▶ **THE INPUT**

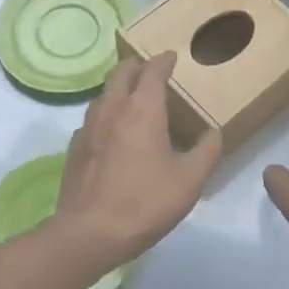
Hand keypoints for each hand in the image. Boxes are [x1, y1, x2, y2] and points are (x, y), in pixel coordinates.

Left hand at [54, 51, 220, 270]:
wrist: (89, 233)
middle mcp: (113, 109)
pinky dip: (105, 113)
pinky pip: (91, 119)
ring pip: (103, 94)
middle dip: (136, 65)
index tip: (172, 56)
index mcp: (143, 110)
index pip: (153, 71)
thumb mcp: (190, 180)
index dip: (163, 61)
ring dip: (118, 88)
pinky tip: (111, 131)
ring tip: (132, 97)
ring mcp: (88, 128)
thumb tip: (213, 133)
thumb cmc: (145, 202)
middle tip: (149, 68)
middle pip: (121, 73)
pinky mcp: (74, 149)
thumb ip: (206, 151)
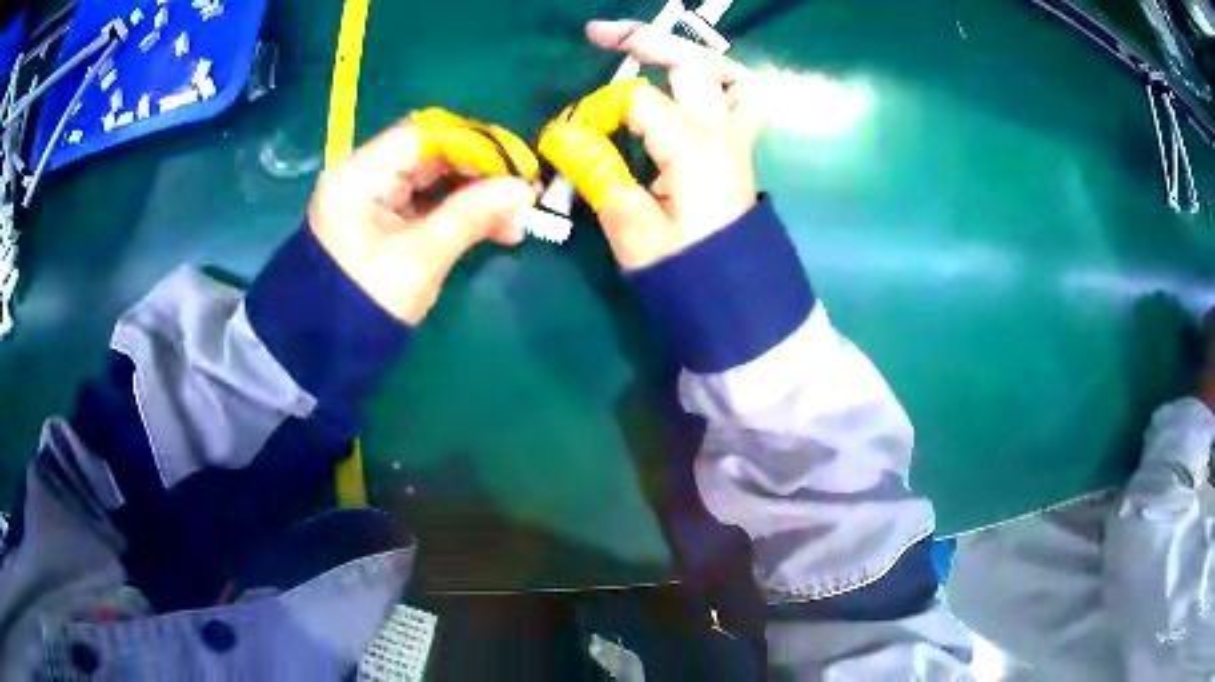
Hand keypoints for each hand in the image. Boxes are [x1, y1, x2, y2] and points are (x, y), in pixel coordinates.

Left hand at [309, 109, 539, 324]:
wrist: (330, 351)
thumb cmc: (367, 305)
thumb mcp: (420, 259)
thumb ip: (470, 216)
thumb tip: (523, 188)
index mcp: (358, 177)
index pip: (422, 136)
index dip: (472, 143)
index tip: (514, 163)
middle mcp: (363, 175)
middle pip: (430, 154)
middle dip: (479, 171)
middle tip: (521, 190)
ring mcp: (373, 197)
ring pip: (434, 178)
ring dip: (475, 193)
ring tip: (515, 217)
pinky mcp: (384, 217)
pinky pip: (429, 202)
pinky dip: (460, 211)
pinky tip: (495, 227)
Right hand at [539, 20, 763, 269]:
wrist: (735, 303)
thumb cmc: (685, 273)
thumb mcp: (632, 229)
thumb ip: (599, 174)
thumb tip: (564, 135)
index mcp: (692, 148)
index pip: (637, 99)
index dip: (599, 108)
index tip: (574, 136)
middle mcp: (721, 132)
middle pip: (691, 63)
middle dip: (642, 40)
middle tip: (598, 33)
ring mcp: (738, 140)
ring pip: (732, 76)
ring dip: (695, 56)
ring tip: (657, 53)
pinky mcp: (741, 151)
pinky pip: (743, 100)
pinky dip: (720, 83)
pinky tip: (693, 88)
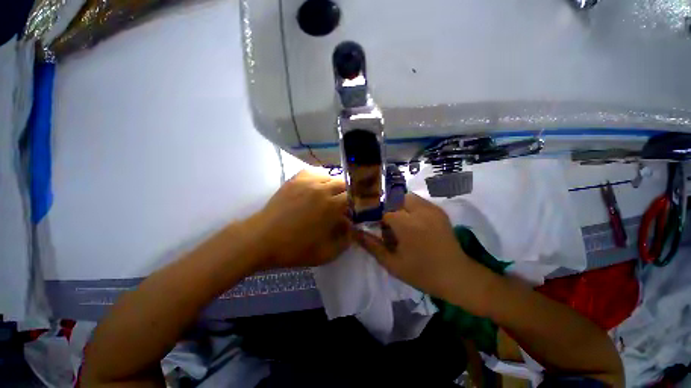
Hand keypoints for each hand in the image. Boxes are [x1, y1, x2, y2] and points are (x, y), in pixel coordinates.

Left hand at [252, 170, 351, 268]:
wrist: (262, 239)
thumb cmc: (294, 249)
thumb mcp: (326, 253)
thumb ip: (345, 240)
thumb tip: (352, 226)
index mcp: (331, 206)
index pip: (353, 197)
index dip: (357, 203)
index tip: (354, 211)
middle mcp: (322, 189)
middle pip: (344, 183)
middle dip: (348, 193)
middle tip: (343, 205)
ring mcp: (307, 181)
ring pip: (331, 175)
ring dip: (335, 185)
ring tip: (331, 196)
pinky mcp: (296, 179)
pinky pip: (315, 171)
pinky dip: (321, 177)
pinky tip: (318, 187)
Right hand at [354, 193, 472, 298]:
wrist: (457, 276)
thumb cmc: (422, 273)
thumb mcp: (392, 263)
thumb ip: (371, 245)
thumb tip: (354, 232)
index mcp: (407, 224)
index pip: (383, 210)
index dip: (376, 217)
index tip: (375, 227)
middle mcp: (419, 211)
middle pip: (394, 198)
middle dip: (387, 209)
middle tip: (388, 226)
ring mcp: (431, 208)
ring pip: (406, 197)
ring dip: (398, 206)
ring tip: (400, 224)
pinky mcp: (439, 210)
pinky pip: (418, 201)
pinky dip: (410, 207)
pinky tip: (412, 223)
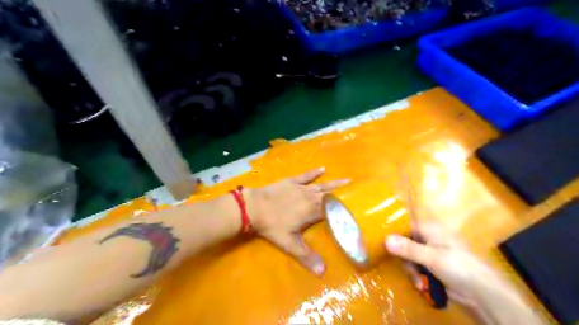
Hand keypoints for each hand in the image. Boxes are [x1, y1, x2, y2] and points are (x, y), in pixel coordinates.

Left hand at [245, 168, 347, 275]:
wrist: (254, 207)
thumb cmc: (272, 226)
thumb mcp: (289, 244)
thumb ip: (306, 257)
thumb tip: (323, 273)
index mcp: (313, 211)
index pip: (333, 210)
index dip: (345, 211)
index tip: (358, 210)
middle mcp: (311, 197)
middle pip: (330, 196)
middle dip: (344, 195)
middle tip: (357, 193)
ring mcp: (301, 187)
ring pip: (322, 185)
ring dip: (334, 184)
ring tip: (348, 181)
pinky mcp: (292, 181)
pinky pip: (306, 176)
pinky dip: (314, 172)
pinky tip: (322, 168)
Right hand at [386, 224, 507, 308]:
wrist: (483, 294)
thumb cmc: (459, 267)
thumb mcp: (431, 257)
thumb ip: (408, 248)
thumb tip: (385, 239)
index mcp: (429, 230)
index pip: (405, 226)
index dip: (394, 234)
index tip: (384, 245)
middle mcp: (429, 239)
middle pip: (405, 244)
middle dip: (405, 260)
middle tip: (410, 271)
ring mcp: (431, 254)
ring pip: (410, 258)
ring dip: (412, 272)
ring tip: (419, 284)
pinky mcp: (433, 268)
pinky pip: (417, 268)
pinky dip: (418, 277)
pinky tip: (423, 286)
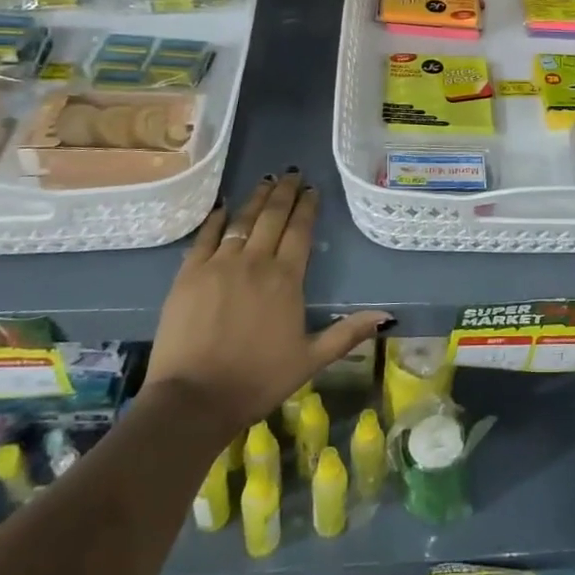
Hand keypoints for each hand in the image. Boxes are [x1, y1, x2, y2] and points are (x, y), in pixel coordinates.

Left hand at [143, 172, 391, 429]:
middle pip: (272, 217)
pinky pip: (205, 238)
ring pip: (241, 221)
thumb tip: (386, 316)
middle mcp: (255, 262)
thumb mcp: (310, 359)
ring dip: (255, 199)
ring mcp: (218, 265)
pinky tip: (222, 208)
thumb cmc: (258, 380)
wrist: (194, 399)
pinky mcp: (188, 275)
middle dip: (284, 193)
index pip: (300, 230)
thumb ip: (347, 334)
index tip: (312, 189)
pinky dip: (215, 220)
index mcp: (286, 279)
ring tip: (265, 181)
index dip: (307, 206)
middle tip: (292, 174)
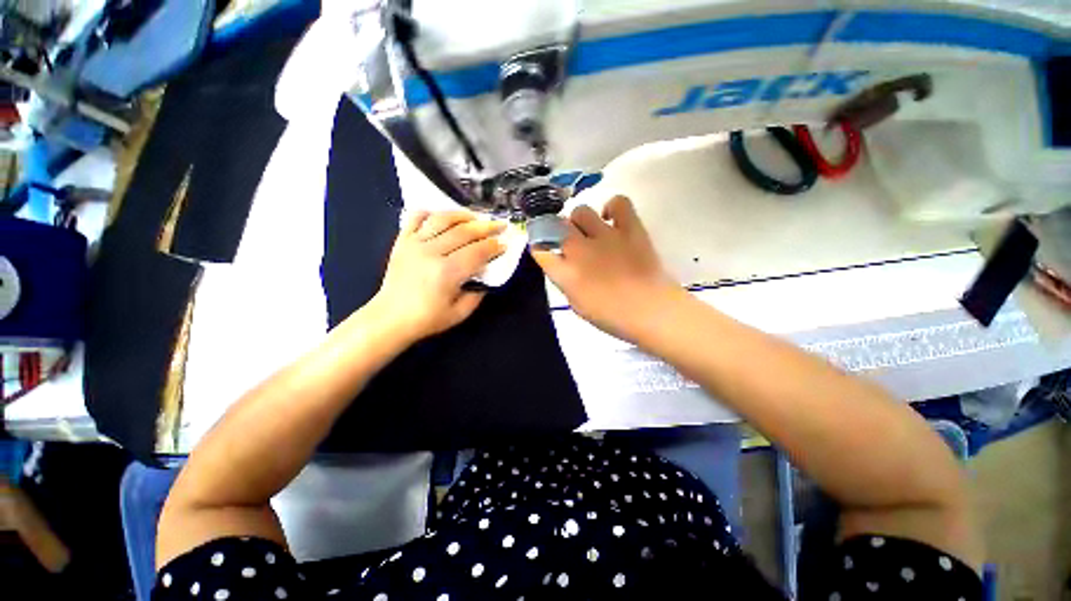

▶ **ACTIVITY**
Would it be possible to give the material above again exactly, with the pictures left out?

▶ **OUTPUT OF THE EXERCISE**
Hand keypoints for each hand in the image. Boxes are [x1, y1, x2, y2] and points are (x, y), in pixel coordinates.

Left hand at [54, 51, 220, 270]:
wrist: (89, 233)
middle mcp: (113, 109)
pinky dip: (105, 113)
pinky pip: (91, 119)
ring pip: (103, 94)
middle dip: (136, 65)
index tip: (172, 56)
index mcp: (143, 110)
index pip: (153, 71)
thumb mcp: (190, 180)
index dip: (163, 61)
ring dip: (118, 88)
pinky tip: (111, 131)
ring tip: (132, 97)
ring mcp: (88, 128)
thumb tip: (213, 133)
thumb cmc: (145, 202)
middle tip: (149, 68)
middle pip: (121, 73)
pinky mcp: (74, 149)
thumb ip: (206, 151)
Hand keypoints for each hand in the image. Boxes are [x1, y1, x2, y2] and points are (x, y), in pixel coordinates.

Left hand at [309, 109, 539, 324]:
wrist: (330, 351)
thumb cmc: (367, 305)
thumb mcp: (420, 259)
thumb ip: (470, 216)
thumb tip: (523, 188)
index mcp: (358, 177)
index pip: (422, 136)
index dip: (472, 143)
index tip: (514, 163)
middle mcp: (363, 175)
middle pip: (430, 154)
middle dip: (479, 171)
middle tip: (521, 190)
ring mcp: (373, 197)
ring pip: (434, 178)
ring dip: (475, 193)
ring tip: (515, 217)
pinky mcp: (384, 217)
pinky pip: (429, 202)
pinky dip: (460, 211)
pinky tip: (495, 227)
Right hand at [539, 20, 763, 269]:
wrist: (735, 303)
thumb cmc: (685, 273)
thumb mcp: (632, 229)
thumb ip: (599, 174)
thumb tip: (564, 135)
index mcp: (692, 148)
index pip: (637, 99)
index dip: (599, 108)
index tip: (574, 136)
middle mcp: (721, 132)
middle pip: (691, 63)
middle dip: (642, 40)
middle tip: (598, 33)
ring mcp: (738, 140)
ring pip: (732, 76)
ring dip: (695, 56)
ring tip: (657, 53)
pinky mcp: (741, 151)
pinky pip: (743, 100)
pinky dip: (720, 83)
pinky tip: (693, 88)
Hand keypoints for each hand in the image. Boxes are [x1, y1, x2, y2] and points are (x, y), in pixel coordinates.

Left hand at [252, 170, 351, 268]:
wrist: (262, 239)
thumb cmc: (294, 249)
thumb mcp: (326, 253)
thumb ip: (345, 240)
thumb tip: (352, 226)
index mcp: (331, 206)
index pip: (353, 197)
index dip: (357, 203)
index tip: (354, 211)
middle mcp: (322, 189)
middle pip: (344, 183)
middle dip: (348, 193)
middle tip: (343, 205)
ring mcp: (307, 181)
ring pip: (331, 175)
ring dip: (335, 185)
ring tip: (331, 196)
pinky mcp: (296, 179)
pinky pip: (315, 171)
pinky dip: (321, 177)
pinky tip: (318, 187)
Right hand at [354, 193, 472, 298]:
wrist: (457, 276)
thumb cmc: (422, 273)
thumb mcp: (392, 263)
thumb ip: (371, 245)
thumb tip: (354, 232)
index mcp: (407, 224)
index pip: (383, 210)
index dip: (376, 217)
index tip: (375, 227)
middle mcp: (419, 211)
middle pip: (394, 198)
middle dip: (387, 209)
middle tip: (388, 226)
ring mcp: (431, 208)
ring pip: (406, 197)
ring dip: (398, 206)
ring tip: (400, 224)
pinky mcp: (439, 210)
pinky pip: (418, 201)
pinky dip: (410, 207)
pinky tip: (412, 223)
Hand keypoints for each hand in the image. Boxes are [x1, y1, x2, y2] and points are (x, y), in pixel coordinates.

Left hand at [245, 168, 347, 275]:
wrist: (254, 207)
thumb cmc: (272, 226)
thumb mcp: (289, 244)
thumb ip: (306, 257)
thumb tip: (323, 273)
index mcp: (313, 211)
index pip: (333, 210)
index dip: (345, 211)
index tip: (358, 210)
middle mcp: (311, 197)
middle pip: (330, 196)
middle dip: (344, 195)
middle tip: (357, 193)
ring mcp: (301, 187)
ring pip: (322, 185)
ring dip: (334, 184)
ring tip: (348, 181)
pinky mcp: (292, 181)
pinky pip: (306, 176)
pinky dip: (314, 172)
pinky tip: (322, 168)
Right hand at [386, 224, 507, 308]:
wrist: (483, 294)
thumb cmc: (459, 267)
thumb mcp: (431, 257)
thumb ip: (408, 248)
thumb tip: (385, 239)
index mcp: (429, 230)
index pip: (405, 226)
index dip: (394, 234)
index tip: (384, 245)
middle mcp: (429, 239)
middle pip: (405, 244)
middle dip: (405, 260)
middle tip: (410, 271)
ring mcp: (431, 254)
ring pip: (410, 258)
ring dip: (412, 272)
ring tip: (419, 284)
pinky mcp: (433, 268)
pinky pip: (417, 268)
pinky dip: (418, 277)
pinky tip: (423, 286)
Hand keypoints for each hand in the image. Boxes are [x1, y1, x2, y2] and points are (x, y), in pixel coordinates.

Left hand at [143, 172, 391, 429]:
middle pip: (272, 217)
pinky pip: (205, 238)
ring pip: (241, 221)
thumb tip: (386, 316)
middle mcp: (255, 262)
thumb mcp: (310, 359)
ring dip: (255, 199)
ring mcp: (218, 265)
pinky tip: (222, 208)
thumb cmc: (258, 380)
wrist: (194, 399)
pinky mcp: (188, 275)
middle dip: (284, 193)
index pip: (300, 230)
thumb ip: (347, 334)
index tip: (312, 189)
pinky dip: (215, 220)
index mcp: (286, 279)
ring tip: (265, 181)
index dip: (307, 206)
middle tip: (292, 174)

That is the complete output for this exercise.